I wish to explain more of the misguided belief system of Ezekiel Emanuel. Here are a few of his quotations:
    “Strict youngest-first allocation directs scarce resources predominantly to infants. This
      approach seems incorrect.”

    “The death of a 20-year-old woman is intuitively worse than that of a 2-month-old
      girl.”

    “Allocation by age is not invidious discrimination.” “Treating 65-year olds differently
      because they have already had more life-years is not ageist.”

    “The ‘complete lives system’ (authored by E. Emanuel) produces a priority curve on
      which individuals aged between roughly 15 and 40 years get the most substantial
      chance, whereas the youngest and the oldest people get chances that are attenuated
      (reduced).” “. . . (it) empowers us to decide fairly whom to save when genuine
      scarcity makes saving everyone impossible." [This can only prevail when government
      pays.]

    “Procedurally, the civic republican and deliberative democratic conception of good
      provides both procedural and substantive insights for developing a just allocation of
      health care resources. (This conception) . . . suggests the need for public forums to
      deliberate about which health services should be considered basic and should be
      socially guaranteed.” “ Conversely, services provided to individuals who are
      irreversibly prevented from being or becoming participating citizens are not basic and
      should not be guaranteed,” . . . such as “patients with dementia.” [Such managing
      thinking is applicable to pets but not humans.]

Merely to place cost assessment upon age is indefensible and unjustifiable. Some of the greatest contributions to civilization have come from people in upper age. Look at Winston Churchill who at 66 inspired his British nation to stand up against almost insuperable odds and defend itself against the WW II German Forces. My cardiologist close friend is still actively in practice, contributing much to his hospital, his patients, and his community. He is in his eighties, and one of his prominent patients, who is a very successful inventor, is 96 years-old and is still managing his company successfully. Examples like these are all over this country, and they totally belie the disingenuous notion that younger age is more important than experienced older age. In the United States, individuals are important, not groups.

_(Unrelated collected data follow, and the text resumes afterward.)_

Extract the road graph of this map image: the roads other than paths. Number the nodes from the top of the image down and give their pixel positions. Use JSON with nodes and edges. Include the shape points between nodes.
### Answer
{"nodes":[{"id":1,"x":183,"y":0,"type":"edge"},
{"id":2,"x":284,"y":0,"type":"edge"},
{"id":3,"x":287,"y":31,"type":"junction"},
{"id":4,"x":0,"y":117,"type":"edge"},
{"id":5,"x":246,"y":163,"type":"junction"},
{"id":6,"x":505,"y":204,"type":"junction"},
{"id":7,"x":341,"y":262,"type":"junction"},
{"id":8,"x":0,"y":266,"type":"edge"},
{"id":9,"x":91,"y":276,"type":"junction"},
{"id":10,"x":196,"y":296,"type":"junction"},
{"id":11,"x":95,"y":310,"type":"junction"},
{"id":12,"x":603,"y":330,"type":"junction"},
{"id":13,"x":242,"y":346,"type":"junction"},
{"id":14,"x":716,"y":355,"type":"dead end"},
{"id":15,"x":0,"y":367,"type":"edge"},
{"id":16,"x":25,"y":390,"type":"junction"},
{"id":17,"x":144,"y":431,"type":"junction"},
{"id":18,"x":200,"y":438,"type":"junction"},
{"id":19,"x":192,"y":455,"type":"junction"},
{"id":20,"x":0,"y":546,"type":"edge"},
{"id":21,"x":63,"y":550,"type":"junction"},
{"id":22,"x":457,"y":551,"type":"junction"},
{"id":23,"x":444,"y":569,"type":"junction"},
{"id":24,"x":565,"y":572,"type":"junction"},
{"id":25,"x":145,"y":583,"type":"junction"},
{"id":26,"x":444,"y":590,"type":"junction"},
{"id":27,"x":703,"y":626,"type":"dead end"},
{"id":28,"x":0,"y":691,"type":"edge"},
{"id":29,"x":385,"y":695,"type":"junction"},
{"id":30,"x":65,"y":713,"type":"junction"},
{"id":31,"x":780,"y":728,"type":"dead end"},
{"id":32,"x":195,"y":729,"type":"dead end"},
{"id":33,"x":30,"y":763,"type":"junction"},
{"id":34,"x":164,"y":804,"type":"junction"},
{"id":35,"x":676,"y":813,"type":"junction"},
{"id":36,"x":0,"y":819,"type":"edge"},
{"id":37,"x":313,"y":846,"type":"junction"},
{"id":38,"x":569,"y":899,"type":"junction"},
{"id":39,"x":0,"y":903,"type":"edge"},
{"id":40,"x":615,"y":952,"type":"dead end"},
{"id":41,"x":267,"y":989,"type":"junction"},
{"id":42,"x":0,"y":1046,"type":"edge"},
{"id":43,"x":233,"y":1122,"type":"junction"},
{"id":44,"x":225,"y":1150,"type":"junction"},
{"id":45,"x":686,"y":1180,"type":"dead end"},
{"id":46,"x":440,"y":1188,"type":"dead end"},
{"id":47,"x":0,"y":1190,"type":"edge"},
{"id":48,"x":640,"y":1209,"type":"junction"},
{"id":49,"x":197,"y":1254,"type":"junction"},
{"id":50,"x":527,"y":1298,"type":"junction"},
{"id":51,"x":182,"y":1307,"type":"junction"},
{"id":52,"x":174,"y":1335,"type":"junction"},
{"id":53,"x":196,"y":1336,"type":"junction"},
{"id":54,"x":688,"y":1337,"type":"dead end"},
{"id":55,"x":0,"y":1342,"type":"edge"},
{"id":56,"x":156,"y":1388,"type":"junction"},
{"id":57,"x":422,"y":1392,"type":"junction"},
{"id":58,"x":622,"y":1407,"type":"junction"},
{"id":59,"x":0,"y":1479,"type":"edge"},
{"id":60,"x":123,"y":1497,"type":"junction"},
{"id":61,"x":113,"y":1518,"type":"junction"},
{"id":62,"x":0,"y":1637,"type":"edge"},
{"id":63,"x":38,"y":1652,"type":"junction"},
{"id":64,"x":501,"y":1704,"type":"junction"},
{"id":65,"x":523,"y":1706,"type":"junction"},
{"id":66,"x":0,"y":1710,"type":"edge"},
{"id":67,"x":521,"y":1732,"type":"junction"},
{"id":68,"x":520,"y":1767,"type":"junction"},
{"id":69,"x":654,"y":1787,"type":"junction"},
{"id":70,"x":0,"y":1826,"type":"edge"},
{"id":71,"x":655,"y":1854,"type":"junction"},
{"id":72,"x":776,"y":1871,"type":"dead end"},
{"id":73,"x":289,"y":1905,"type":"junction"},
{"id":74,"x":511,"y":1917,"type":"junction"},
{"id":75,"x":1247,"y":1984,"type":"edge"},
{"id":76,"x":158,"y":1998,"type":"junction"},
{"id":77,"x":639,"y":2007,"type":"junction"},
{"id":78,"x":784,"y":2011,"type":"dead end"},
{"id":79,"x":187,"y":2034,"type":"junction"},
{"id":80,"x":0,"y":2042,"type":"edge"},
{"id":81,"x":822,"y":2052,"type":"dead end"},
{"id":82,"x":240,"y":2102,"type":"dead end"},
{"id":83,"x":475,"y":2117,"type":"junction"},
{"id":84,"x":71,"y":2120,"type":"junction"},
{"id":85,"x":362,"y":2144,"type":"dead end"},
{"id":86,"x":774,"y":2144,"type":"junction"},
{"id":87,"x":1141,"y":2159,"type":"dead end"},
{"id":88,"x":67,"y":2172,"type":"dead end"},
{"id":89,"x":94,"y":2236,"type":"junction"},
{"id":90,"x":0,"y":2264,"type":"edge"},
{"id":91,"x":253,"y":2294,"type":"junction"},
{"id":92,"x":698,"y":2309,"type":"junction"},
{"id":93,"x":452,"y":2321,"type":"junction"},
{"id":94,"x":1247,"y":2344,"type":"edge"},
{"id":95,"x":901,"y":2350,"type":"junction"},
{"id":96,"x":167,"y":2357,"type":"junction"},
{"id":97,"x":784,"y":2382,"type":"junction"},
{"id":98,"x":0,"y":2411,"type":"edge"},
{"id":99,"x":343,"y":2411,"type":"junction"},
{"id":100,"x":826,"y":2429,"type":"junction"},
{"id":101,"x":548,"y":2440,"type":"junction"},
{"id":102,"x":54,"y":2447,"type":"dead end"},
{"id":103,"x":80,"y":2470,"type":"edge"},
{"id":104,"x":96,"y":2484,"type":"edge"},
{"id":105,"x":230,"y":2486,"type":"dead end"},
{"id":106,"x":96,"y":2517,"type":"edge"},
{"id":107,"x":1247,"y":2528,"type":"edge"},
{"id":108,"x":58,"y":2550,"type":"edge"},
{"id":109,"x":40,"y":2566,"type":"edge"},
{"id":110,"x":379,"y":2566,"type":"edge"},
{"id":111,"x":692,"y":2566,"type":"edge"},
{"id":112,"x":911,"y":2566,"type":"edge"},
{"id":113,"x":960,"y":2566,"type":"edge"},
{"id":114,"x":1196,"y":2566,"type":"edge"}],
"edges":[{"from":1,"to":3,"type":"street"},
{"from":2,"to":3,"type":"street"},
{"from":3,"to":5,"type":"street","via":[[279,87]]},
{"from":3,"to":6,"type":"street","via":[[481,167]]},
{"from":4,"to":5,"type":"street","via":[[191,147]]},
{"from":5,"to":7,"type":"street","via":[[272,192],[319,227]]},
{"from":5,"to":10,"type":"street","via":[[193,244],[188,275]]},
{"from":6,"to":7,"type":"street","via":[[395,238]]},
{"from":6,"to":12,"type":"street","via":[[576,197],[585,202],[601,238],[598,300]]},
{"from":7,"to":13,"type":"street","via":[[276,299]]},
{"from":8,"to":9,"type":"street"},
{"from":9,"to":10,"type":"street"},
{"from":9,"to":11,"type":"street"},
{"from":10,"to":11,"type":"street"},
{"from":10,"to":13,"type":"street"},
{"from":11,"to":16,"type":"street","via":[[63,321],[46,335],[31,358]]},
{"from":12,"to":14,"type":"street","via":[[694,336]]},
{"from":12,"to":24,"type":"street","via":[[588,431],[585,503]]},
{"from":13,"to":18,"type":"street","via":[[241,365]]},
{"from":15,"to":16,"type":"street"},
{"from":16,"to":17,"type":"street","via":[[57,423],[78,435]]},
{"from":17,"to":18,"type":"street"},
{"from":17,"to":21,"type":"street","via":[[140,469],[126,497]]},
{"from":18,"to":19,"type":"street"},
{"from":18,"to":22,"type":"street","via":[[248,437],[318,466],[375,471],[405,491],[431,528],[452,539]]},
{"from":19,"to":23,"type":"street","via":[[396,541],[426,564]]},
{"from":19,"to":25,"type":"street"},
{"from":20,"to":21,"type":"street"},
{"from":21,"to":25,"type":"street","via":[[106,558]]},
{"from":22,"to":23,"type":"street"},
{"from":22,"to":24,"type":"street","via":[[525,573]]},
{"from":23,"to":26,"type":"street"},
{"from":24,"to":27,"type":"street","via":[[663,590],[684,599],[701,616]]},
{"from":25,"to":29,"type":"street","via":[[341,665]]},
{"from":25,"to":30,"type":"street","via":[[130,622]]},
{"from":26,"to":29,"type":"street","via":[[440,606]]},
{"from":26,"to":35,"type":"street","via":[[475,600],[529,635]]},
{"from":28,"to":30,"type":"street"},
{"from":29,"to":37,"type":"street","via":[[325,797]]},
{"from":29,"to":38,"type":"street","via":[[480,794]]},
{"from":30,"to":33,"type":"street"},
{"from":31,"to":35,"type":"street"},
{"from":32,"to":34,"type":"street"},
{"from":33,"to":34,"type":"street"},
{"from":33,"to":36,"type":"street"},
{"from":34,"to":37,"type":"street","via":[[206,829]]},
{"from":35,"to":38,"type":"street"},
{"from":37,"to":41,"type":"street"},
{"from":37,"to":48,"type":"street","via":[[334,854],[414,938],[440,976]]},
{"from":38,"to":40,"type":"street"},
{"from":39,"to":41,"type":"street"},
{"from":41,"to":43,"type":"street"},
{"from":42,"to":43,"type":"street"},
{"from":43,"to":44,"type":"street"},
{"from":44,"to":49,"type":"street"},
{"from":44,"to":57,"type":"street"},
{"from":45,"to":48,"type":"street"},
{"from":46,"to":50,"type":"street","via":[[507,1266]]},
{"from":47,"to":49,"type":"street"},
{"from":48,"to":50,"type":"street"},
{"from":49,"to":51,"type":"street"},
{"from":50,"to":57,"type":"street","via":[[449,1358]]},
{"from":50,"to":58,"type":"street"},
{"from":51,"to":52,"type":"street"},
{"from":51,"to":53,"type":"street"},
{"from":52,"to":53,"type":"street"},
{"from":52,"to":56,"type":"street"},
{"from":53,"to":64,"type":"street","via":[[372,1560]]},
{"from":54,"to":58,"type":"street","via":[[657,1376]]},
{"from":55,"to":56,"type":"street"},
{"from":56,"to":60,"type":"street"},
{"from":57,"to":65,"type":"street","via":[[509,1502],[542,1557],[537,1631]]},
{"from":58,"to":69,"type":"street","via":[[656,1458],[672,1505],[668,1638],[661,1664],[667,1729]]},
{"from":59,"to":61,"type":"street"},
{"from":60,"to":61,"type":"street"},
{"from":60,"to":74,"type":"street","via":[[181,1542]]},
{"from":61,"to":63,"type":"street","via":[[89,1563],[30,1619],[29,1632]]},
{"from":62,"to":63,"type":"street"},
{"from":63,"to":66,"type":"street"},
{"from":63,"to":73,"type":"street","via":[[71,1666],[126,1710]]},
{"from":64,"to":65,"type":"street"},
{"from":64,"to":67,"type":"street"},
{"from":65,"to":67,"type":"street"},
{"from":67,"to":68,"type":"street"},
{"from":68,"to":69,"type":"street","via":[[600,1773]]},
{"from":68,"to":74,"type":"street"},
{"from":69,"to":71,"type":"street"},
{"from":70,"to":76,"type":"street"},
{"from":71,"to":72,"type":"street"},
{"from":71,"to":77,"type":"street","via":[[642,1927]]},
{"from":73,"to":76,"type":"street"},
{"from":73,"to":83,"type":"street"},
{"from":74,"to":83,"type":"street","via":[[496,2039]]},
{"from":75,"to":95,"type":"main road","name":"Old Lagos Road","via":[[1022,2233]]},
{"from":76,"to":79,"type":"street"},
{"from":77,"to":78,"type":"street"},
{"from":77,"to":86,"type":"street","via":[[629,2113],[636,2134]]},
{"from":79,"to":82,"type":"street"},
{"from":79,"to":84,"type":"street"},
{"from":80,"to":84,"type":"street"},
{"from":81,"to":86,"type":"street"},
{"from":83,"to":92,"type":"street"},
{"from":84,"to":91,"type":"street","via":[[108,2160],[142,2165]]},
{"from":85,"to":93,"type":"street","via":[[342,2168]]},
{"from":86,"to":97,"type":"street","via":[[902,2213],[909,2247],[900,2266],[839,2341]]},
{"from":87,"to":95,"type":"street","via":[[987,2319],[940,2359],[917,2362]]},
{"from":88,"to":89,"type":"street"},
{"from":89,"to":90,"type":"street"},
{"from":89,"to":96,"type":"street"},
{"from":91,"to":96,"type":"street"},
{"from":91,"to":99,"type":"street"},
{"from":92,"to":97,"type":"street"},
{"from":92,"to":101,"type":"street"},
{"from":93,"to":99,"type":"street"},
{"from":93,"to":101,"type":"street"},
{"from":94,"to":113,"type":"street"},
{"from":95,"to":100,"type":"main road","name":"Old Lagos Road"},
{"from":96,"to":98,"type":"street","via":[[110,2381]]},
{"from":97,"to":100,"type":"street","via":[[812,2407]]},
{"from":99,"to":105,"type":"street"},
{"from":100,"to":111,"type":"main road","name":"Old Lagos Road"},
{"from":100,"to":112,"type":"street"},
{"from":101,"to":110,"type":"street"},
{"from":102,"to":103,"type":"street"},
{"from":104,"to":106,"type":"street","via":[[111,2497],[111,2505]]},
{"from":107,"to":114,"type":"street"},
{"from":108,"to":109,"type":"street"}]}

The actual history of this nation demonstrates the superiority of individual endeavor and innovation. Unencumbered by mandated requirements of behavior, wealth, and religion the growth and advancement of the standard of living in the US has never been equaled in all recorded history. Individual success has been demonstrated to be related to individual resolve, education, and hard work. For those who believe that stories of failure indicate the weakness of the free-exchange capitalistic system, then a proper comparison with the many examples of socialist, coercive societal systems of the past and present should unequivocally demonstrate the dismay, the destruction of personal freedom, and the loss of desire for individual improvement caused by those regimentations.

Most of what capitalism’s critics decry as faults of the capitalistic system is the result of the government restrictions heaped upon enterprises. A full, unencumbered capitalism is not operating freely now because of the gradually increasing bureaucratic interference and controls which impair its correct functions.

An aside thought; the huge spending programs of the last and present US regimes represent calculated but erroneous thinking. Correct economic principles of proper wealth creation have been disregarded. It calls to my mind an observation of Andrew J, Galambos, one of my significant teachers who contributed to my philosophy and economics. He observed, “The greater the development and accumulation of wealth, the greater will be the attack upon it.” The lack of frugality for the wealth of our country by the government attests to that observation. Certainly the mere printing of money to increase the amount of it is diametrically opposed to the legitimate creation of wealth. Enormous spending of it is in no form a production of assets.

The importance of life is inextricably connected to conditions of liberty and freedom and is not bestowed by government bureaucrats.

David L. Wood, M.D., Long Beach, CA, August 30, 2009.